The first question behind this opening animation was not “can it look cool?” It was: before entering a personal site, can there be a moment short enough not to annoy, but solid enough to feel like a threshold?
I did not want the common particle field. Particles too easily become the default answer for “technology”: dots, lines, floating, gathering, finally resembling any AI product launch video. As the discussion went on, the more precise word became Widmanstätten: the interlaced crystalline structure exposed when meteoritic iron is cut and acid-etched. It is not decorative linework. It is a cross-section of material time.
Once the word arrived, the animation’s grammar arrived with it.
Order Left by Slow Cooling
What is truly compelling about Widmanstätten patterns is not whether they look futuristic. It is that they were never grown in order to be seen.
They form as nickel-iron meteorites cool with extreme slowness. Metals mixed at high temperature separate into different crystal phases across vast time. Only when the object is cut, polished, and acid-etched do the differences hidden inside become visible. In other words, this is not a surface ornament. It is an object carrying the conditions of its own formation inside its body.
That matters to me.

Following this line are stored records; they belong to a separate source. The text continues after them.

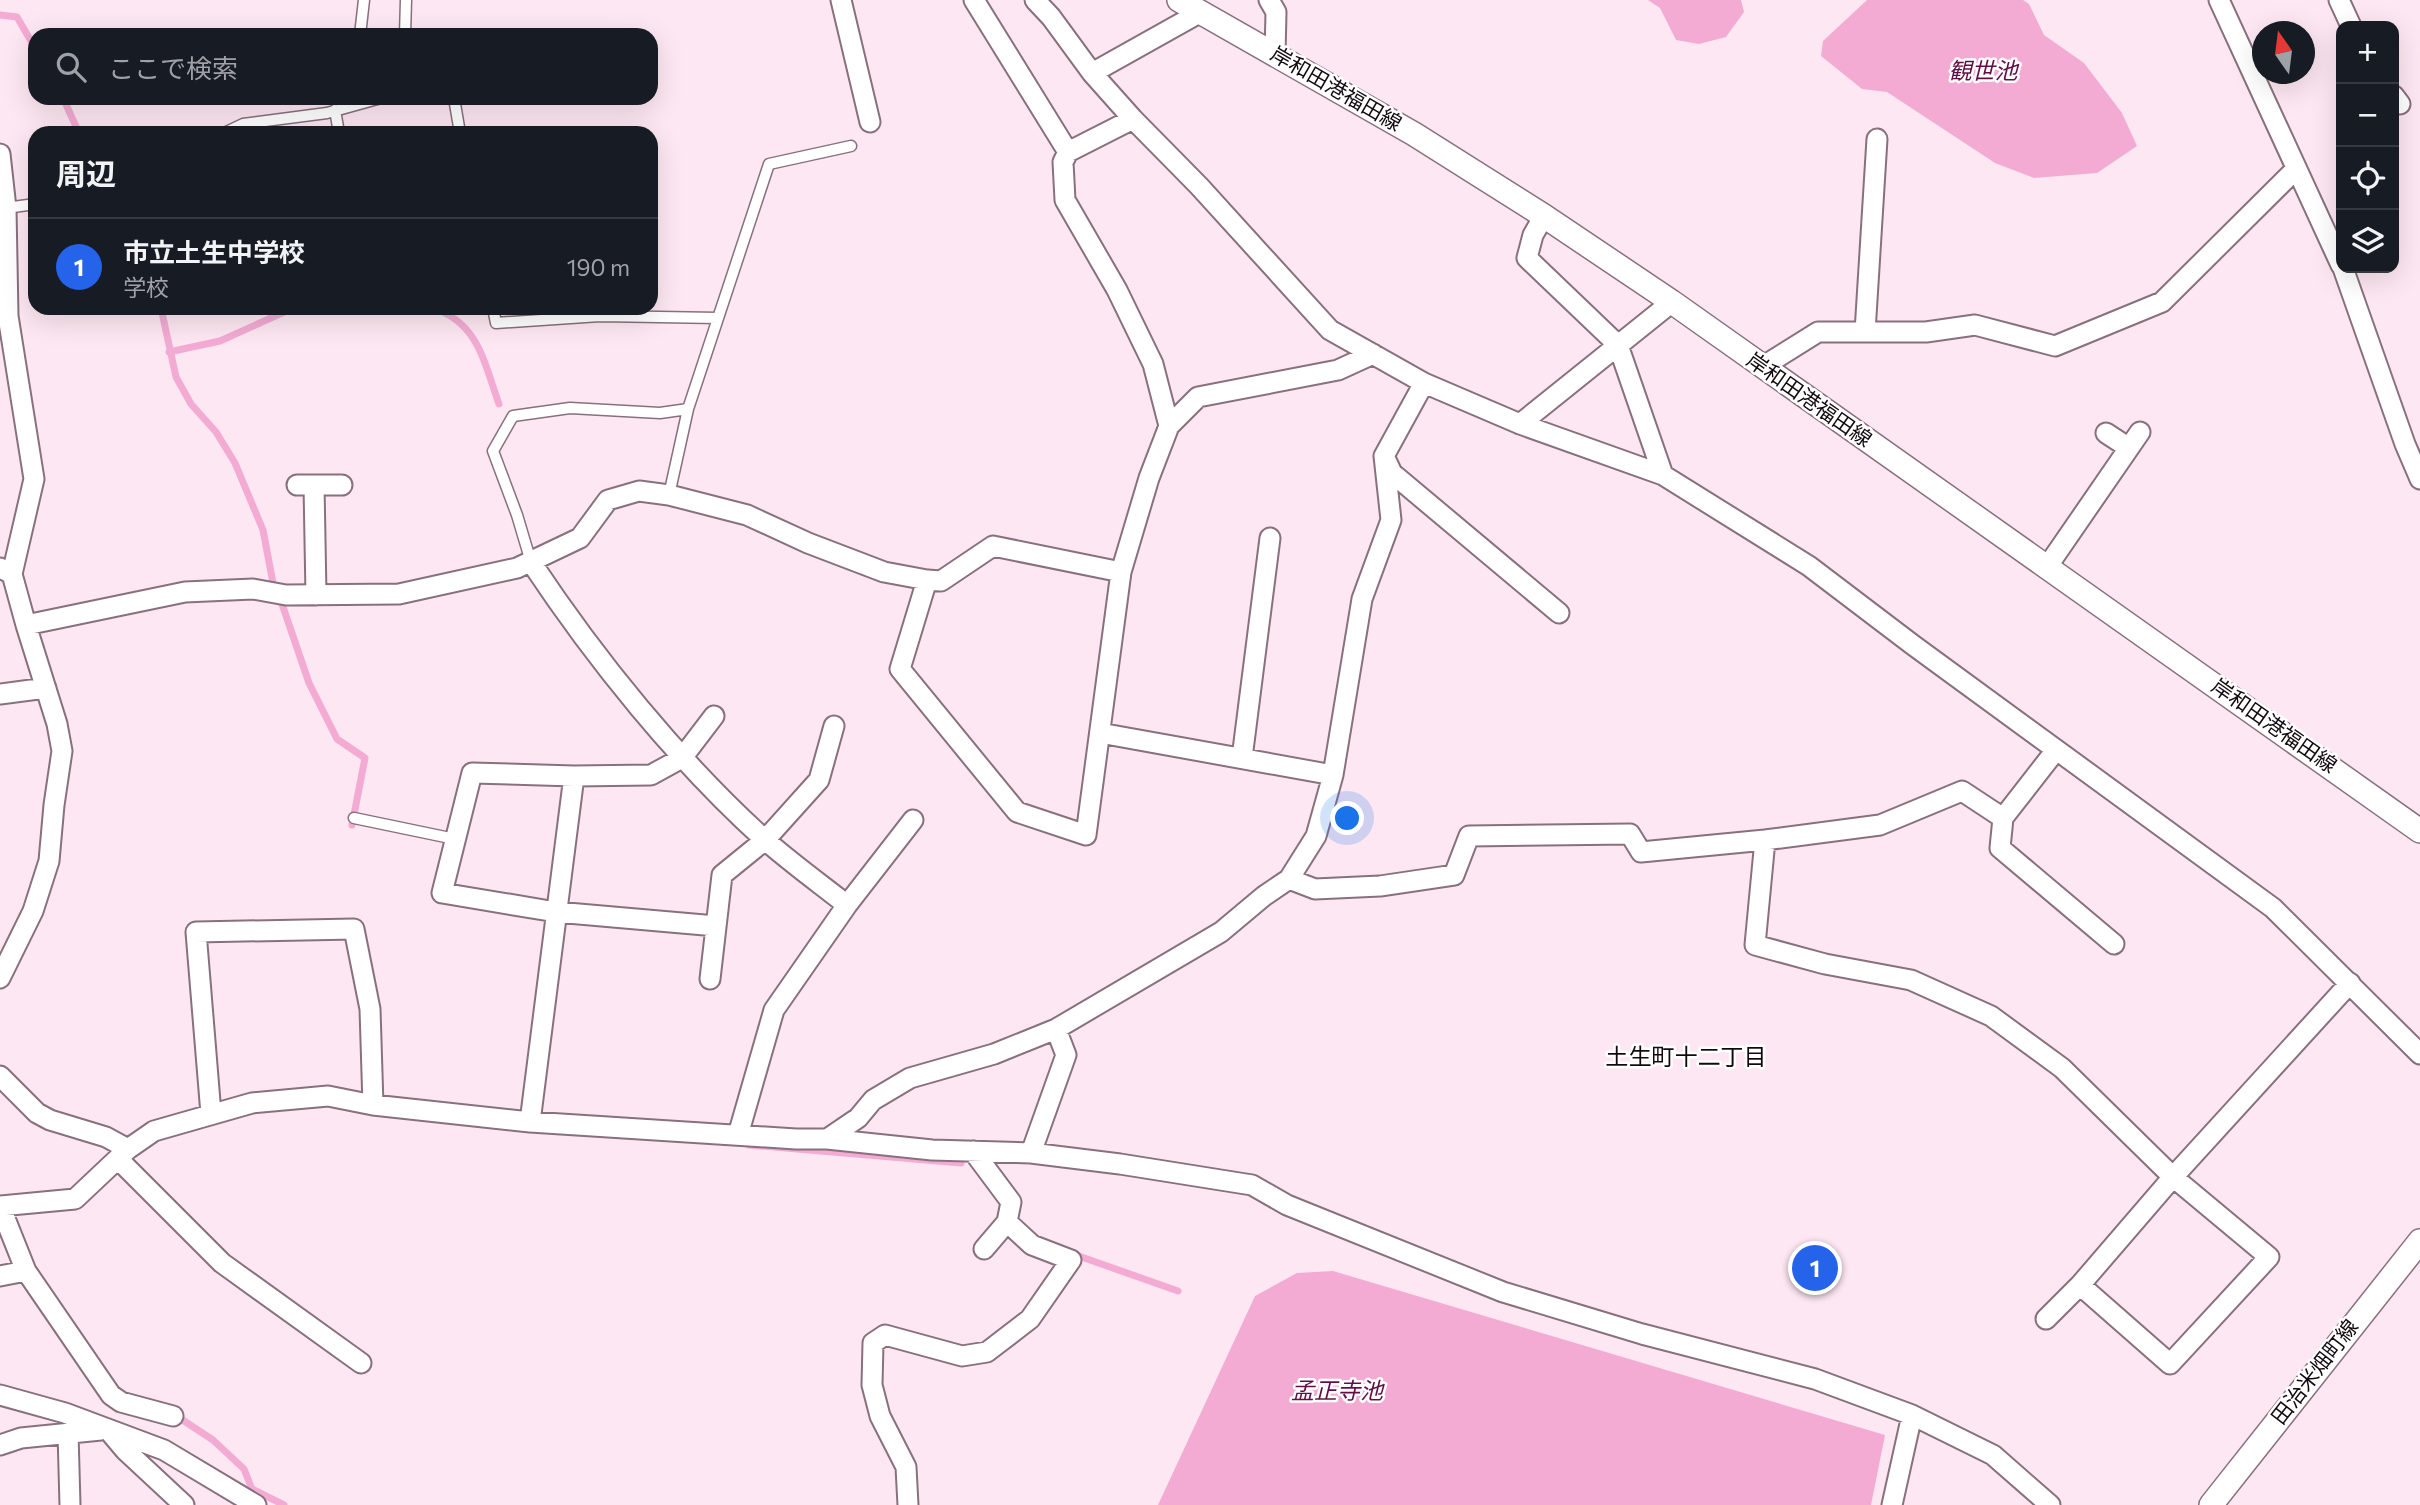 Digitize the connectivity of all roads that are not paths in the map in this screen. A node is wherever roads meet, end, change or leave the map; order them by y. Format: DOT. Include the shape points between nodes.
graph roads {
  1 [pos="363,0"];
  2 [pos="406,0"];
  3 [pos="841,0"];
  4 [pos="974,0"];
  5 [pos="1035,0"];
  6 [pos="1180,0"];
  7 [pos="1269,0"];
  8 [pos="2219,0"];
  9 [pos="2339,0"];
  10 [pos="1201,12"];
  11 [pos="2349,21"];
  12 [pos="361,28"];
  13 [pos="405,28"];
  14 [pos="1275,55"];
  15 [pos="1092,73"];
  16 [pos="347,105"];
  17 [pos="455,105"];
  18 [pos="335,110"];
  19 [pos="1133,119"];
  20 [pos="870,122"];
  21 [pos="239,126"];
  22 [pos="338,126"];
  23 [pos="459,126"];
  24 [pos="1877,139"];
  25 [pos="852,146"];
  26 [pos="1069,152"];
  27 [pos="0,154"];
  28 [pos="2296,169"];
  29 [pos="28,205"];
  30 [pos="6,208"];
  31 [pos="1544,216"];
  32 [pos="2336,253"];
  33 [pos="2345,273"];
  34 [pos="1672,302"];
  35 [pos="494,315"];
  36 [pos="718,318"];
  37 [pos="1865,332"];
  38 [pos="1618,345"];
  39 [pos="1373,354"];
  40 [pos="1762,367"];
  41 [pos="1424,383"];
  42 [pos="688,409"];
  43 [pos="1520,424"];
  44 [pos="1169,426"];
  45 [pos="2106,433"];
  46 [pos="2413,440"];
  47 [pos="1384,456"];
  48 [pos="1663,475"];
  49 [pos="2420,479"];
  50 [pos="342,485"];
  51 [pos="669,495"];
  52 [pos="1270,538"];
  53 [pos="531,562"];
  54 [pos="2047,567"];
  55 [pos="6,571"];
  56 [pos="1121,572"];
  57 [pos="927,580"];
  58 [pos="316,595"];
  59 [pos="1559,612"];
  60 [pos="26,625"];
  61 [pos="46,688"];
  62 [pos="0,694"];
  63 [pos="714,716"];
  64 [pos="834,726"];
  65 [pos="1100,733"];
  66 [pos="2056,750"];
  67 [pos="681,758"];
  68 [pos="1242,758"];
  69 [pos="1333,775"];
  70 [pos="574,776"];
  71 [pos="2003,817"];
  72 [pos="354,818"];
  73 [pos="913,820"];
  74 [pos="2420,831"];
  75 [pos="455,839"];
  76 [pos="765,840"];
  77 [pos="1765,840"];
  78 [pos="1289,879"];
  79 [pos="847,905"];
  80 [pos="556,912"];
  81 [pos="716,926"];
  82 [pos="2114,944"];
  83 [pos="0,978"];
  84 [pos="710,979"];
  85 [pos="2350,983"];
  86 [pos="1056,1029"];
  87 [pos="2420,1054"];
  88 [pos="0,1076"];
  89 [pos="373,1105"];
  90 [pos="211,1114"];
  91 [pos="530,1122"];
  92 [pos="738,1135"];
  93 [pos="827,1139"];
  94 [pos="973,1152"];
  95 [pos="1031,1153"];
  96 [pos="123,1154"];
  97 [pos="2173,1177"];
  98 [pos="0,1206"];
  99 [pos="1007,1222"];
  100 [pos="2420,1241"];
  101 [pos="984,1249"];
  102 [pos="26,1271"];
  103 [pos="0,1276"];
  104 [pos="2080,1285"];
  105 [pos="2046,1319"];
  106 [pos="361,1363"];
  107 [pos="0,1395"];
  108 [pos="121,1402"];
  109 [pos="1912,1415"];
  110 [pos="173,1416"];
  111 [pos="109,1430"];
  112 [pos="68,1433"];
  113 [pos="0,1445"];
  114 [pos="70,1505"];
  115 [pos="184,1505"];
  116 [pos="256,1505"];
  117 [pos="908,1505"];
  118 [pos="1892,1505"];
  119 [pos="2050,1505"];
  120 [pos="2211,1505"];
  1 -- 12 [label="lane"];
  2 -- 13 [label="lane"];
  3 -- 20 [label="street"];
  4 -- 26 [label="street"];
  5 -- 15 [label="street"];
  6 -- 10 [label="street, 岸和田港福田線"];
  7 -- 14 [label="street" via="1276,12"];
  8 -- 28 [label="street"];
  9 -- 11 [label="street"];
  10 -- 14 [label="street, 岸和田港福田線"];
  10 -- 15 [label="street"];
  14 -- 31 [label="street, 岸和田港福田線" via="1414,134"];
  15 -- 19 [label="street"];
  16 -- 18 [label="lane"];
  17 -- 23 [label="lane"];
  18 -- 21 [label="lane"];
  18 -- 22 [label="lane"];
  19 -- 26 [label="street"];
  19 -- 39 [label="street" via="1330,330"];
  24 -- 37 [label="street"];
  25 -- 36 [label="lane" via="769,164"];
  26 -- 44 [label="street" via="1063,162 1065,200 1153,364"];
  27 -- 30 [label="street"];
  28 -- 32 [label="street"];
  28 -- 37 [label="street" via="2162,302 2054,346 1975,325 1926,332"];
  29 -- 30 [label="lane"];
  30 -- 55 [label="street" via="8,316 34,479"];
  31 -- 34 [label="street, 岸和田港福田線"];
  31 -- 38 [label="street" via="1527,258"];
  33 -- 46 [label="street"];
  34 -- 38 [label="street"];
  34 -- 40 [label="street, 岸和田港福田線"];
  35 -- 36 [label="lane" via="496,323 600,316"];
  36 -- 42 [label="lane"];
  37 -- 40 [label="street" via="1818,332"];
  38 -- 43 [label="street"];
  38 -- 48 [label="street"];
  39 -- 41 [label="street"];
  39 -- 44 [label="street" via="1338,370 1198,397"];
  40 -- 54 [label="street, 岸和田港福田線"];
  41 -- 43 [label="street"];
  41 -- 47 [label="street"];
  42 -- 51 [label="lane"];
  42 -- 53 [label="lane" via="660,413 570,408 513,416 494,451"];
  43 -- 48 [label="street"];
  44 -- 56 [label="street"];
  45 -- 54 [label="street" via="2134,440"];
  46 -- 49 [label="street"];
  47 -- 59 [label="street" via="1392,473"];
  47 -- 69 [label="street" via="1391,520 1362,599"];
  48 -- 66 [label="street" via="1809,566"];
  50 -- 58 [label="street" via="305,485"];
  51 -- 53 [label="street" via="639,491 608,500 580,538"];
  51 -- 57 [label="street" via="747,515 884,572"];
  52 -- 68 [label="street"];
  53 -- 58 [label="street" via="398,594"];
  53 -- 67 [label="street" via="563,610"];
  54 -- 74 [label="street, 岸和田港福田線"];
  55 -- 60 [label="street"];
  56 -- 57 [label="street" via="993,546 941,582"];
  56 -- 65 [label="street"];
  57 -- 65 [label="street" via="900,669 1017,812 1086,835"];
  58 -- 60 [label="street" via="253,589 185,592"];
  60 -- 61 [label="street"];
  61 -- 62 [label="street"];
  61 -- 83 [label="street" via="62,751 49,861 33,911"];
  63 -- 67 [label="street"];
  64 -- 76 [label="street" via="819,780"];
  65 -- 68 [label="street"];
  66 -- 71 [label="street"];
  66 -- 85 [label="street" via="2273,908"];
  67 -- 70 [label="street" via="651,775"];
  67 -- 76 [label="street"];
  68 -- 69 [label="street"];
  69 -- 78 [label="street" via="1316,836"];
  70 -- 75 [label="street" via="472,773"];
  70 -- 80 [label="street"];
  71 -- 77 [label="street" via="1962,791 1880,825"];
  71 -- 82 [label="street" via="2000,848"];
  72 -- 75 [label="lane"];
  73 -- 79 [label="street"];
  75 -- 80 [label="street" via="442,893"];
  76 -- 79 [label="street"];
  76 -- 81 [label="street" via="723,875"];
  77 -- 78 [label="street" via="1640,852 1630,834 1469,836 1454,875 1380,886 1315,889"];
  77 -- 97 [label="street" via="1755,946 1911,980 1991,1016 2062,1068"];
  78 -- 86 [label="street" via="1221,932"];
  79 -- 92 [label="street" via="774,1010"];
  80 -- 81 [label="street"];
  80 -- 91 [label="street"];
  81 -- 84 [label="street"];
  85 -- 87 [label="street"];
  85 -- 97 [label="street"];
  86 -- 93 [label="street" via="994,1054 910,1078 873,1100 858,1118"];
  86 -- 95 [label="street" via="1066,1055"];
  88 -- 96 [label="street" via="37,1113 106,1137"];
  89 -- 90 [label="street" via="328,1096 252,1102"];
  89 -- 90 [label="street" via="370,1009 354,929 196,932"];
  89 -- 91 [label="street"];
  90 -- 96 [label="street" via="154,1131"];
  91 -- 92 [label="street"];
  92 -- 93 [label="street"];
  93 -- 94 [label="street"];
  94 -- 95 [label="street"];
  94 -- 99 [label="street" via="1011,1202"];
  95 -- 109 [label="street" via="1252,1185 1287,1205 1503,1292 1815,1379"];
  96 -- 98 [label="street" via="75,1199"];
  96 -- 106 [label="street" via="222,1263"];
  97 -- 104 [label="street"];
  97 -- 104 [label="street" via="2269,1257 2169,1364"];
  98 -- 102 [label="street"];
  99 -- 101 [label="street"];
  99 -- 117 [label="street" via="1032,1245 1071,1260 1030,1319 987,1352 962,1356 885,1335 873,1343 872,1385 880,1416 906,1467"];
  100 -- 120 [label="street, 田治米畑町線"];
  102 -- 103 [label="street"];
  102 -- 108 [label="street" via="111,1395"];
  104 -- 105 [label="street"];
  107 -- 111 [label="street"];
  108 -- 110 [label="street"];
  108 -- 111 [label="street"];
  109 -- 118 [label="street"];
  109 -- 119 [label="street" via="1993,1455"];
  111 -- 112 [label="street"];
  111 -- 115 [label="street"];
  111 -- 116 [label="street" via="164,1450"];
  112 -- 113 [label="street"];
  112 -- 114 [label="street"];
}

Many webpage animations paste a layer of “atmosphere” onto the outside of content, like a filter. The meteorite pattern is not atmosphere. It is history. It says: truly textured things are not designed to be complicated; they grow structure through constraint, pressure, and cooling.
So the opening should not be merely “beautiful black-and-white lines.” It should suggest a slower value system:
- order is not drawn from outside; it precipitates from within the material;
- time is not a background parameter; it is part of the shape;
- cutting is not always destruction; sometimes it is the only way to see internal structure;
- revelation happens afterward, not during growth.
Placed back into this site, that is almost exactly the entry metaphor I want. A personal site worth staying in should not only display conclusions; it should let people see how those conclusions cooled, stratified, and pressed against one another. The “growth” of the opening pattern is not a trick. It says: the content here should also behave like a cross-section, allowing the texture of time to be seen.
Not Background, but Cross-Section
A real Widmanstätten pattern has a temperament that is almost anti-web: it is not smooth, not ingratiating, not self-explanatory. Lines cut through one another; bright and dark faces compress each other; local regions resemble scratched metal, while the whole maintains a stable directional order.
So the implementation does not use one large noise texture as a background. The image is built from several classes of layer:
- three lamellae families separated by roughly 60°, forming the main crystal directions;
- small dark triangular pockets and bright rhombus faces, giving the intersections the weight of metal section;
- short crosshatches, Neumann-like fine lines, and polish scratches, so the image is not a clean SVG grid;
- a few near-white specular facets, flashing only locally, avoiding full-screen glow.
It looks complex, but complexity is not the point. The point is: every layer appears to have grown from the same material. That is why it suits the site better than ordinary “tech texture.” Tech texture often simulates control; Widmanstätten patterns admit that beyond control there are time, cooling, and irreversible formation.
Growth Matters More Than Appearance
The opening does not fade in a picture. It lets the pattern “grow” out of time. In code, every fragment carries its own t0 and dur, then is ordered by the same sweep direction. What you see is not random emergence. You see a cross-section gradually revealed.
This belongs to the site’s rhythm. P1·103N1X is not a landing page that wants to show everything immediately. It is closer to a notebook that has been cut open. The opening pattern previews that rhythm: you are not entering a dashboard; you are entering a material surface. The interface does not welcome you first. The material shows its age first.
The title therefore does not receive an ornate reveal. “Phoenix” cuts in hard. The pattern already moves enough; the word should stop. The moving part opens the space. The still part confirms identity.
Scroll Exit
The most important detail is actually the exit.
If the animation merely played and disappeared, it would still be a splash screen. Now it waits for the user’s first scroll, movement, or click, then erases the already-grown pattern in reverse. Entry into the site is not “time has passed.” Entry is “you made the gesture.”
I like this detail: the pattern is not covered by the page. It withdraws into black by itself. Like a curtain, or like a metal cross-section being returned to darkness.
The Rule It Leaves Behind
What remains from this discussion is not a pretty screenshot, but a more useful rule:
A visual asset that is merely beautiful will age quickly. If it explains the way a site is entered, it becomes part of the structure.
Widmanstätten is not a “meteorite theme” here, nor a science-fiction skin. It is closer to the site’s first sentence of grammar: black ground, material, cross-section, slow revelation, then a door opened by the user’s scroll. A site can grow this way too: first internal structure, then cross-section, and only at the end, viewing.